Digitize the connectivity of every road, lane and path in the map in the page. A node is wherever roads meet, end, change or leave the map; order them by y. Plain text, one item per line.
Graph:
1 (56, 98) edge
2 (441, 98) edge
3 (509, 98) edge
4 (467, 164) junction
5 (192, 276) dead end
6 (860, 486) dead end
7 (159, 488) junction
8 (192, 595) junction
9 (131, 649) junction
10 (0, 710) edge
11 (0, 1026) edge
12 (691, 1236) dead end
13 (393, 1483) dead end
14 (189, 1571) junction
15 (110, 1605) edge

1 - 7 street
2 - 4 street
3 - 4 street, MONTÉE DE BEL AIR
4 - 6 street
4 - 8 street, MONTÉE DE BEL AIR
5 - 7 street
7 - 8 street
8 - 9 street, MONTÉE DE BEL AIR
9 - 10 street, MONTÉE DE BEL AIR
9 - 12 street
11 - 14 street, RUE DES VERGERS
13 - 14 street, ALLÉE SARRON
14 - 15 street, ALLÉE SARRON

* TASK INSTRUCTIONS
Say each line again exactly as it appears above.

* EXERCISE RESULT
Digitize the connectivity of every road, lane and path in the map in the page. A node is wherever roads meet, end, change or leave the map; order them by y. Plain text, one item per line.
Graph:
1 (56, 98) edge
2 (441, 98) edge
3 (509, 98) edge
4 (467, 164) junction
5 (192, 276) dead end
6 (860, 486) dead end
7 (159, 488) junction
8 (192, 595) junction
9 (131, 649) junction
10 (0, 710) edge
11 (0, 1026) edge
12 (691, 1236) dead end
13 (393, 1483) dead end
14 (189, 1571) junction
15 (110, 1605) edge

1 - 7 street
2 - 4 street
3 - 4 street, MONTÉE DE BEL AIR
4 - 6 street
4 - 8 street, MONTÉE DE BEL AIR
5 - 7 street
7 - 8 street
8 - 9 street, MONTÉE DE BEL AIR
9 - 10 street, MONTÉE DE BEL AIR
9 - 12 street
11 - 14 street, RUE DES VERGERS
13 - 14 street, ALLÉE SARRON
14 - 15 street, ALLÉE SARRON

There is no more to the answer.